Pedantic quip: I have a hard time believing you guys were measuring half nanosecond cache latencies on a machine with a 100MHz clock. :)
And actually the cache numbers seem optimistic, if anything. My memory is that a L1 cache hit on SNB is 5 cycles, which is 2-3x as long as that table shows.
We didn't believe it either until we put a logic analyzer on the bus and found that the numbers were spot with respect to the number of cycles. I don't remember how far off they were but it wasn't much, all the hardware dudes were amazed that software could get that close.

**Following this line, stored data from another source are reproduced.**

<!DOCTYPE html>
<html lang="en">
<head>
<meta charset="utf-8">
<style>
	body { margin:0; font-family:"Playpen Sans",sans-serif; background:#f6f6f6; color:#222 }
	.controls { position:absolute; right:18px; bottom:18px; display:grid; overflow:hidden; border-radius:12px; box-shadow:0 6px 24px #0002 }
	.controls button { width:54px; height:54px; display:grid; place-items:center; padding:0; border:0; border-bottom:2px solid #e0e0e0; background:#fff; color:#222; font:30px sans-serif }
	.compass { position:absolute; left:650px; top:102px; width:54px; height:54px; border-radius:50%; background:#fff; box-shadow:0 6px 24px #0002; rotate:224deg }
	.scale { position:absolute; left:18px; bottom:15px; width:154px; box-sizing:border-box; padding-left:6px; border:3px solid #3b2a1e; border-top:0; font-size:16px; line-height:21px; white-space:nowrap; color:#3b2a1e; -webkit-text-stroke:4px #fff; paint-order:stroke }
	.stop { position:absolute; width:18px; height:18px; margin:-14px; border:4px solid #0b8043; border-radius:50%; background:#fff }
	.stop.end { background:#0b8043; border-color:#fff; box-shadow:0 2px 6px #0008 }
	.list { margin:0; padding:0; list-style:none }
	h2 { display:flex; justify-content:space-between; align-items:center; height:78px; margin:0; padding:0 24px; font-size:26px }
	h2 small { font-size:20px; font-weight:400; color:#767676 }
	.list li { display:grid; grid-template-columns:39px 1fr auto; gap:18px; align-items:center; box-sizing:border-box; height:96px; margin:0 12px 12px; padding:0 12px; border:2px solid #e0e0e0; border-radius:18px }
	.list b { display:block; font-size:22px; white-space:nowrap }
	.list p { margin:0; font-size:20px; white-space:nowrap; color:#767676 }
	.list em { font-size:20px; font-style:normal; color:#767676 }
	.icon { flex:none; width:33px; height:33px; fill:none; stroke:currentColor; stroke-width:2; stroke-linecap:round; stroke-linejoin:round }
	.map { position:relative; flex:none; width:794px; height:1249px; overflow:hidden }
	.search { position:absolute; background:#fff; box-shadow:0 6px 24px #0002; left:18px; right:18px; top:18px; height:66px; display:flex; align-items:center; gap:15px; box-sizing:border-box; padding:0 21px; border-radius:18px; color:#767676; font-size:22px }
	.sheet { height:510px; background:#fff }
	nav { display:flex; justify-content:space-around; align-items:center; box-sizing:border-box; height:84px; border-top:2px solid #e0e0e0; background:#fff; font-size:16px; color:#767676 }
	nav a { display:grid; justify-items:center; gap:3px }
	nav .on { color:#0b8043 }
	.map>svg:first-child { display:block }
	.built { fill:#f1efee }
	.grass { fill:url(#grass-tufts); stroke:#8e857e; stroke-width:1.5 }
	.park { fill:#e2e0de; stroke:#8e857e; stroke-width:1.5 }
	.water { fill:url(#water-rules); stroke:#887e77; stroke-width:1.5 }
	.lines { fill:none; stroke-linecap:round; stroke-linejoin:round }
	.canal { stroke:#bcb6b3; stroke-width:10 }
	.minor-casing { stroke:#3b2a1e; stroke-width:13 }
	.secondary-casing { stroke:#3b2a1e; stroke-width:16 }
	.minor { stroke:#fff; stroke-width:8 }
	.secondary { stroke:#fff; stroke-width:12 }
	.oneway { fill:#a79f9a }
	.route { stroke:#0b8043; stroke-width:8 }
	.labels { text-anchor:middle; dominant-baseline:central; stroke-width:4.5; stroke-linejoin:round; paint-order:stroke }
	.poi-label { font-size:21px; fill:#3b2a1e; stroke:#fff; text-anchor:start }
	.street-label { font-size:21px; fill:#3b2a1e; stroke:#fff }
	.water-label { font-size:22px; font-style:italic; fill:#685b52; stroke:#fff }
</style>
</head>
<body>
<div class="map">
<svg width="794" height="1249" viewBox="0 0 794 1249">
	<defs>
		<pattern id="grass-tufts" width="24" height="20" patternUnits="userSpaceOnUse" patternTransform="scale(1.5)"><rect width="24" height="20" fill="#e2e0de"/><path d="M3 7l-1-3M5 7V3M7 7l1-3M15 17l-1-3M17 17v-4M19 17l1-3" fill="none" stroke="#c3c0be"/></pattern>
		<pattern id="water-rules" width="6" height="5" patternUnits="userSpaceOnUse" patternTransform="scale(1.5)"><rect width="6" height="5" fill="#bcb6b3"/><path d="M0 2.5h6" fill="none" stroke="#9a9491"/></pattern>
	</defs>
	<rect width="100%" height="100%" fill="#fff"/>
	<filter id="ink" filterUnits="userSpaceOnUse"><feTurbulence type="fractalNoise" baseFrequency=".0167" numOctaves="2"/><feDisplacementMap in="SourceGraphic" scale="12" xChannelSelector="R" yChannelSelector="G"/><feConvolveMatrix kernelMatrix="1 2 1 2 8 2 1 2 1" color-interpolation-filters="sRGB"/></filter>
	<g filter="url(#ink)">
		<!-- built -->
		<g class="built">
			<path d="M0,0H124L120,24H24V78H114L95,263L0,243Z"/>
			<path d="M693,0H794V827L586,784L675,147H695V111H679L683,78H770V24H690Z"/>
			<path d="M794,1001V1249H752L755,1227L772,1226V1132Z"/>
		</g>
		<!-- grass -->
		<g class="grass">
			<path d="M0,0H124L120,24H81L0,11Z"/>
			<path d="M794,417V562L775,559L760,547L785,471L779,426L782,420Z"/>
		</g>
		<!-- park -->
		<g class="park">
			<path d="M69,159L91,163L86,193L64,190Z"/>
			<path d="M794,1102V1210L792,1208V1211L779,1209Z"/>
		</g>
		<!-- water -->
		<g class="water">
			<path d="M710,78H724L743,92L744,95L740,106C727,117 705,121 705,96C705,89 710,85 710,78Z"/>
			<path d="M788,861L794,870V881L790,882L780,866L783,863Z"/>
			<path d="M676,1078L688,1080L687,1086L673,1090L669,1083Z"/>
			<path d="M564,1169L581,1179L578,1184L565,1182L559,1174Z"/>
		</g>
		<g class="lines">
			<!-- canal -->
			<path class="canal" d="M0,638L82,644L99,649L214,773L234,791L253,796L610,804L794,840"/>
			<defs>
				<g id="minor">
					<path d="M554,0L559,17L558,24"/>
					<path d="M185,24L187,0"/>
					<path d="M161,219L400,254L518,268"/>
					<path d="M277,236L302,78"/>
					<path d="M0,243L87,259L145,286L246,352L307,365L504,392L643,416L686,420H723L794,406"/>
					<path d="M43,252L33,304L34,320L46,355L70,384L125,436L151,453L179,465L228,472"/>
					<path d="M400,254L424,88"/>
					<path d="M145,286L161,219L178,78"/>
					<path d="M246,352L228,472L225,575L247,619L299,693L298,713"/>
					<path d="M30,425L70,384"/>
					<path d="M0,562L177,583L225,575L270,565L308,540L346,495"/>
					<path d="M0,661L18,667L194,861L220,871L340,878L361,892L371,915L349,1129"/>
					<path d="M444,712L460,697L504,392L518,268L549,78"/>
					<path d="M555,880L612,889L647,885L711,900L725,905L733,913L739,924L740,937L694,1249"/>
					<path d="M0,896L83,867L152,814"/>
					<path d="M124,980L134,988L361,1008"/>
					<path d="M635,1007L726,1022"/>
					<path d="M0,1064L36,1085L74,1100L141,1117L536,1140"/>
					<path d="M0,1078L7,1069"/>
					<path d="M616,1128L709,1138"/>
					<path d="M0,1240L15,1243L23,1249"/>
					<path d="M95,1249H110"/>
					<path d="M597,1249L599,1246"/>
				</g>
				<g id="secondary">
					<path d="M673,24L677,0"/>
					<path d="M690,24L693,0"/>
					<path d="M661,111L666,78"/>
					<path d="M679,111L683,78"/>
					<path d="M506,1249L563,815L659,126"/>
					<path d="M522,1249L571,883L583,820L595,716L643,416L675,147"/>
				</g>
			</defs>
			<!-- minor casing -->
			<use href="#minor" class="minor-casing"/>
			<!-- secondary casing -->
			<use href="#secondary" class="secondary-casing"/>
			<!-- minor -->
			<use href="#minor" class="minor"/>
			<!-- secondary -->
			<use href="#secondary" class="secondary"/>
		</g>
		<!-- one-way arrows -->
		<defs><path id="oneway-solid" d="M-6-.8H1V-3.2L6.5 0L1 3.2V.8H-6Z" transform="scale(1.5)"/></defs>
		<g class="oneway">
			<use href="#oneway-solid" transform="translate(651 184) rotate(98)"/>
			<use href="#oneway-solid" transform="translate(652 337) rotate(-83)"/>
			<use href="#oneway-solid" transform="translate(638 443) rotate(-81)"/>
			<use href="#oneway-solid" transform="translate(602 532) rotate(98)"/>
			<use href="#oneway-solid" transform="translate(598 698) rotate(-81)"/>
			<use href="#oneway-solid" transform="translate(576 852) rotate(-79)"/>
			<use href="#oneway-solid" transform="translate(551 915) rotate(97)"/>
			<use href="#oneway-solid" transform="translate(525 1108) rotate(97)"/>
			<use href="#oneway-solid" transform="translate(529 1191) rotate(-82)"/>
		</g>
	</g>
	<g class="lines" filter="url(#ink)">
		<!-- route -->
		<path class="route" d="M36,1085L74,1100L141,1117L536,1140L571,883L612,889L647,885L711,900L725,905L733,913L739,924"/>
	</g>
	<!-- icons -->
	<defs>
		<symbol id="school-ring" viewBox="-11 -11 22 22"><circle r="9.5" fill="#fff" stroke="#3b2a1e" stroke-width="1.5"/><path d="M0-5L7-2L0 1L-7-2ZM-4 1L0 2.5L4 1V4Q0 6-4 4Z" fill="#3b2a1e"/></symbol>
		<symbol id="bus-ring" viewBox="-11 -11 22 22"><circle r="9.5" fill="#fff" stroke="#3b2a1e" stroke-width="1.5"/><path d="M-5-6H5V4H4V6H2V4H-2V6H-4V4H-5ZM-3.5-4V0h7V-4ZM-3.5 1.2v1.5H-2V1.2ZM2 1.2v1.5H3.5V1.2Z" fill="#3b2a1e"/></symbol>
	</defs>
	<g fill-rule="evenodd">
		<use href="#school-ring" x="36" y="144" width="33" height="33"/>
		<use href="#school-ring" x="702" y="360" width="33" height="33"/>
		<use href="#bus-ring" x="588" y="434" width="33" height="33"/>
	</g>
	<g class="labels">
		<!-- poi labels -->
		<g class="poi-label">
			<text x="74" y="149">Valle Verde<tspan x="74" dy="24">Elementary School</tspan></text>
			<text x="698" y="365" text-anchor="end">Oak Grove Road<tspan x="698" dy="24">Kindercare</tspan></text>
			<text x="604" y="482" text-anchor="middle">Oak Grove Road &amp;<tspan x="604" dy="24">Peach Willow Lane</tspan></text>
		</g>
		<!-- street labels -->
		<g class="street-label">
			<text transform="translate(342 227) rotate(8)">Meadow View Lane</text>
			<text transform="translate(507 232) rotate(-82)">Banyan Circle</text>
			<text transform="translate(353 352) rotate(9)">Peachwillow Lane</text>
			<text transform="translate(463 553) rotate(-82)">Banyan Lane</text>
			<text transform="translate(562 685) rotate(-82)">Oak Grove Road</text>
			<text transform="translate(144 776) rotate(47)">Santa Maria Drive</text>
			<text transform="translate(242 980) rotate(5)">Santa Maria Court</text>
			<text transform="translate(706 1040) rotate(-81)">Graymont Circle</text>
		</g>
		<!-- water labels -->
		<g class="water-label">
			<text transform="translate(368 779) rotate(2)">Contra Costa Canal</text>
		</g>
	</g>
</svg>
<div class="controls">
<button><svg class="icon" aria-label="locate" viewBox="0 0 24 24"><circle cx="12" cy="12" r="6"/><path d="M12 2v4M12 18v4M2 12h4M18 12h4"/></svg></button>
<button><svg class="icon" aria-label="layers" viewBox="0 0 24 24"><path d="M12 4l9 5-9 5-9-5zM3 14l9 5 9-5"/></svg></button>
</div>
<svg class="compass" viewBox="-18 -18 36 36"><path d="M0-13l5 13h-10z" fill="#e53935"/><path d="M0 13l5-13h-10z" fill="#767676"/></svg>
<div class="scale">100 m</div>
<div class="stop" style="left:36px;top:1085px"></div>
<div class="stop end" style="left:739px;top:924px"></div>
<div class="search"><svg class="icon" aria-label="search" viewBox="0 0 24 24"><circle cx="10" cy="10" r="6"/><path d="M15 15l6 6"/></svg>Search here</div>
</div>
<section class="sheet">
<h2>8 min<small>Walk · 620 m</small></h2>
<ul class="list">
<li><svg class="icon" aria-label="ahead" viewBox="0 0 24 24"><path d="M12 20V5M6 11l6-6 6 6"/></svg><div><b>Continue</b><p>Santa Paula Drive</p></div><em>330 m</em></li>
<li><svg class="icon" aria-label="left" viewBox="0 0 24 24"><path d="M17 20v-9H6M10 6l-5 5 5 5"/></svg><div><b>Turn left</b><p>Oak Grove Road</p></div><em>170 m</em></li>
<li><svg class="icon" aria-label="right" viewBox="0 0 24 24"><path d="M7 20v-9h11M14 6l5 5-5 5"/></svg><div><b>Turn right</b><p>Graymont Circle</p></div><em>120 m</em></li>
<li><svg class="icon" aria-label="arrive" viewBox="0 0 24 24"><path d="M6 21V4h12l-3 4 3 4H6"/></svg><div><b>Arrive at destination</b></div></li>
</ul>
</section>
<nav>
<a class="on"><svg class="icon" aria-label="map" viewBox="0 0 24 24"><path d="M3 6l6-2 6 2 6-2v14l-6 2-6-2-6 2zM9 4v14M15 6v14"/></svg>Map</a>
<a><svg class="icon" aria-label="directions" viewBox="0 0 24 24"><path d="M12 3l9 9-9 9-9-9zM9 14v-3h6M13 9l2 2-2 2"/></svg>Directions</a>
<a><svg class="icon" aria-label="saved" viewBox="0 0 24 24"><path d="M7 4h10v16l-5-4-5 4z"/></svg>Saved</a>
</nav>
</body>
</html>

tl;dr: the numbers were accurate to the # of cycles, might have been as much as 1/2 of 1 cycle off.
Edit: I should add this was almost 20 years ago, I dunno how well it works today. Sec, lemme go test on a local machine.
OK, I ran on a Intel(R) Core(TM) i7-3930K CPU @ 3.20GHz (I think that's a Sandy Bridge) that is overclocked to 4289 MHz according to mhz, and it looks to me like that machine takes 4 cycles to do a L1 load. That sound right? lmbench says 4.05 cycles.
And actually the cache numbers seem optimistic, if anything. My memory is that a L1 cache hit on SNB is 5 cycles, which is 2-3x as long as that table shows.